- _Data in this exercise_
+---+

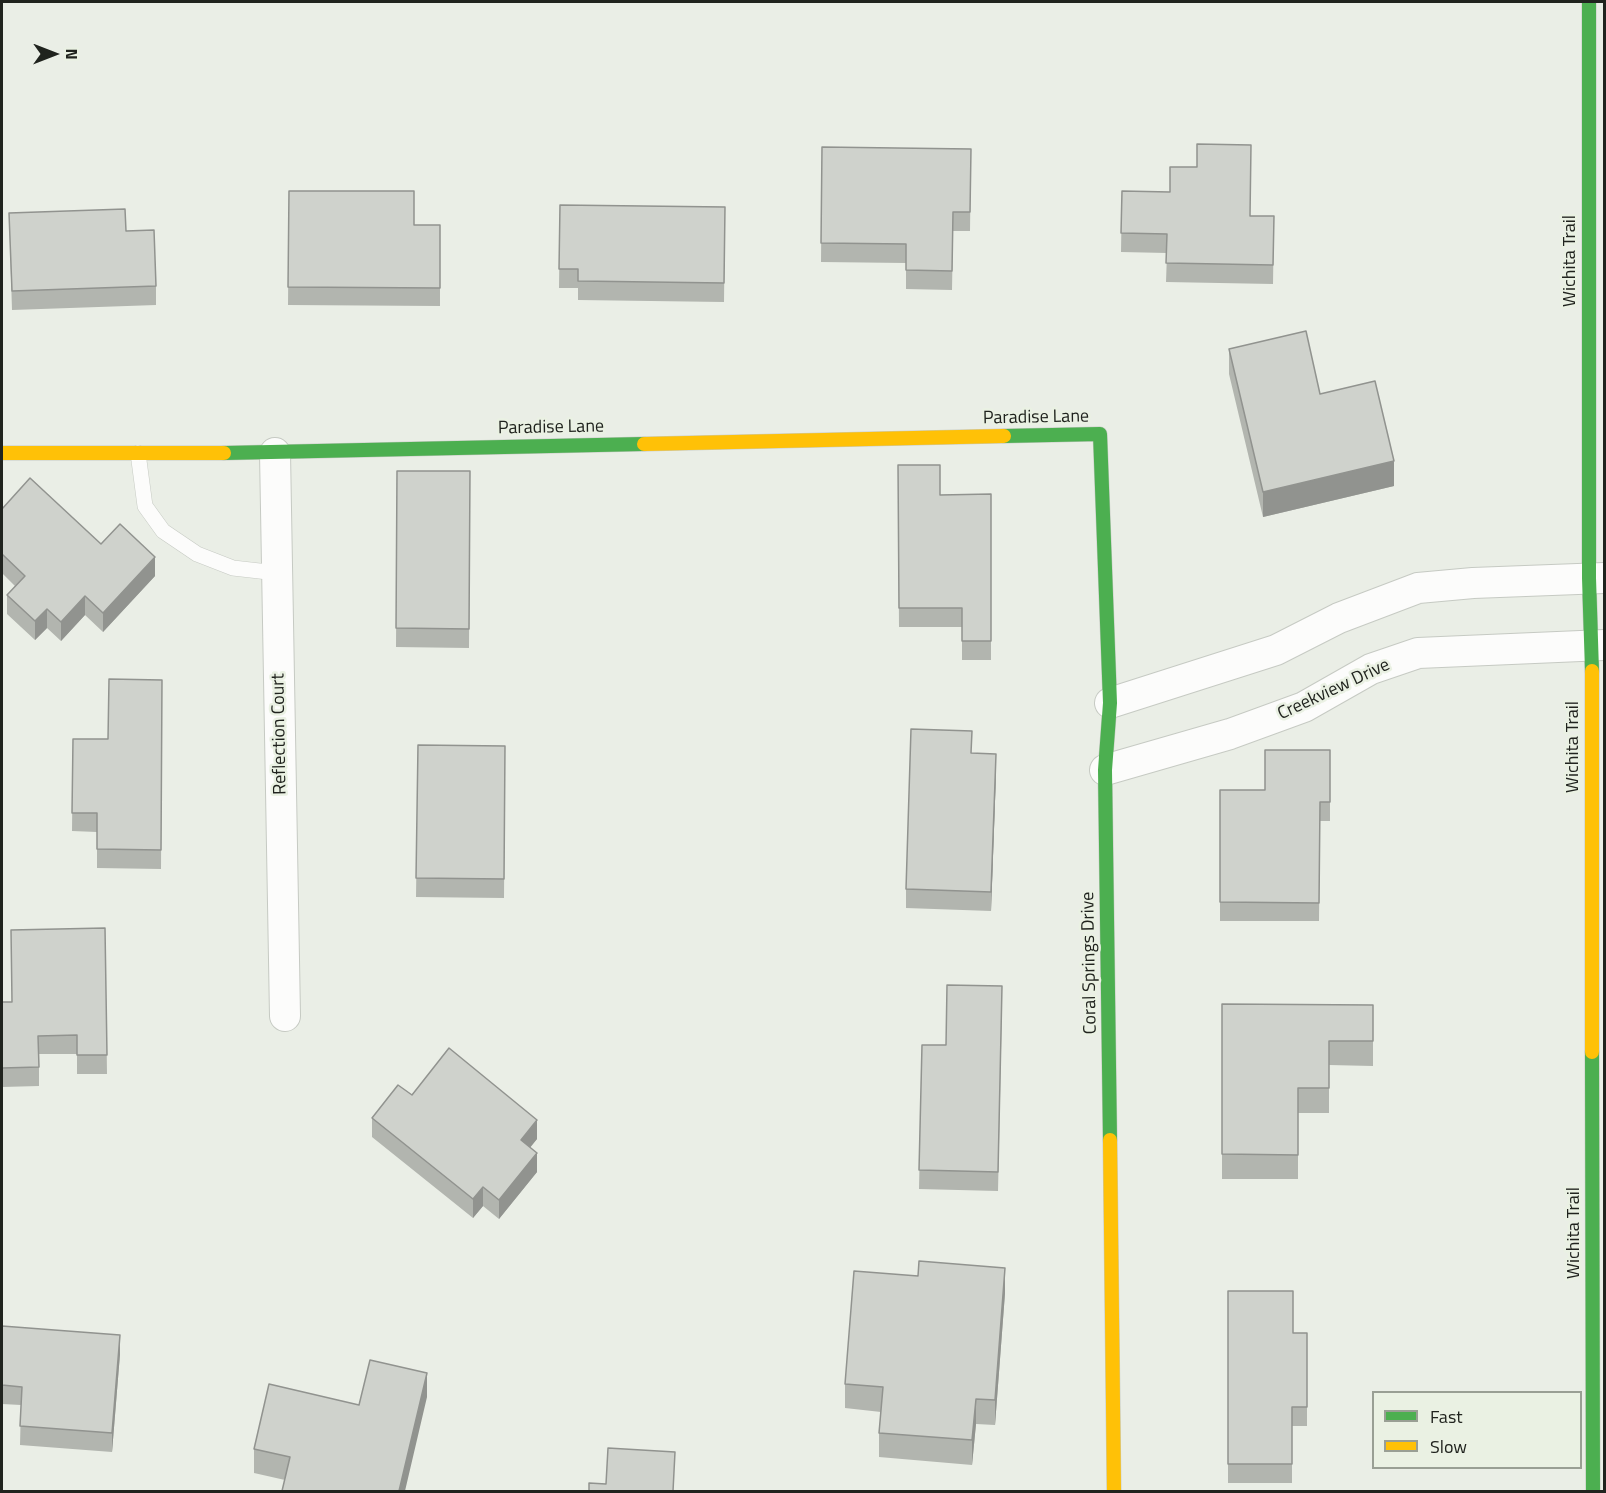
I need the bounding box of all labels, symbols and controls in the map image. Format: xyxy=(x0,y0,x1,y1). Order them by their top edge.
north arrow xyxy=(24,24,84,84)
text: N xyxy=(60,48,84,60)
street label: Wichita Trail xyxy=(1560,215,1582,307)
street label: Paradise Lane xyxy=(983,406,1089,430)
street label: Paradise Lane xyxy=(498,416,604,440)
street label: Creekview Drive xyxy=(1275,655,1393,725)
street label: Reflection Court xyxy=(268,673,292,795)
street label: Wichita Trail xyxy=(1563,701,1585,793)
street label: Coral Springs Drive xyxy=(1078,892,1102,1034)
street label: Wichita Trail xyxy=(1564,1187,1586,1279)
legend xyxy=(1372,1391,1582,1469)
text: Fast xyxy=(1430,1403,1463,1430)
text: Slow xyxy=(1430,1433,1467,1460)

+---+

- _What you are asked to do_
Start at the top line above and repeat the records verbatim, leaving images out.

- _Response_
I need the bounding box of all labels, symbols and controls in the map image. Format: xyxy=(x0,y0,x1,y1). Order them by their top edge.
north arrow xyxy=(24,24,84,84)
text: N xyxy=(60,48,84,60)
street label: Wichita Trail xyxy=(1560,215,1582,307)
street label: Paradise Lane xyxy=(983,406,1089,430)
street label: Paradise Lane xyxy=(498,416,604,440)
street label: Creekview Drive xyxy=(1275,655,1393,725)
street label: Reflection Court xyxy=(268,673,292,795)
street label: Wichita Trail xyxy=(1563,701,1585,793)
street label: Coral Springs Drive xyxy=(1078,892,1102,1034)
street label: Wichita Trail xyxy=(1564,1187,1586,1279)
legend xyxy=(1372,1391,1582,1469)
text: Fast xyxy=(1430,1403,1463,1430)
text: Slow xyxy=(1430,1433,1467,1460)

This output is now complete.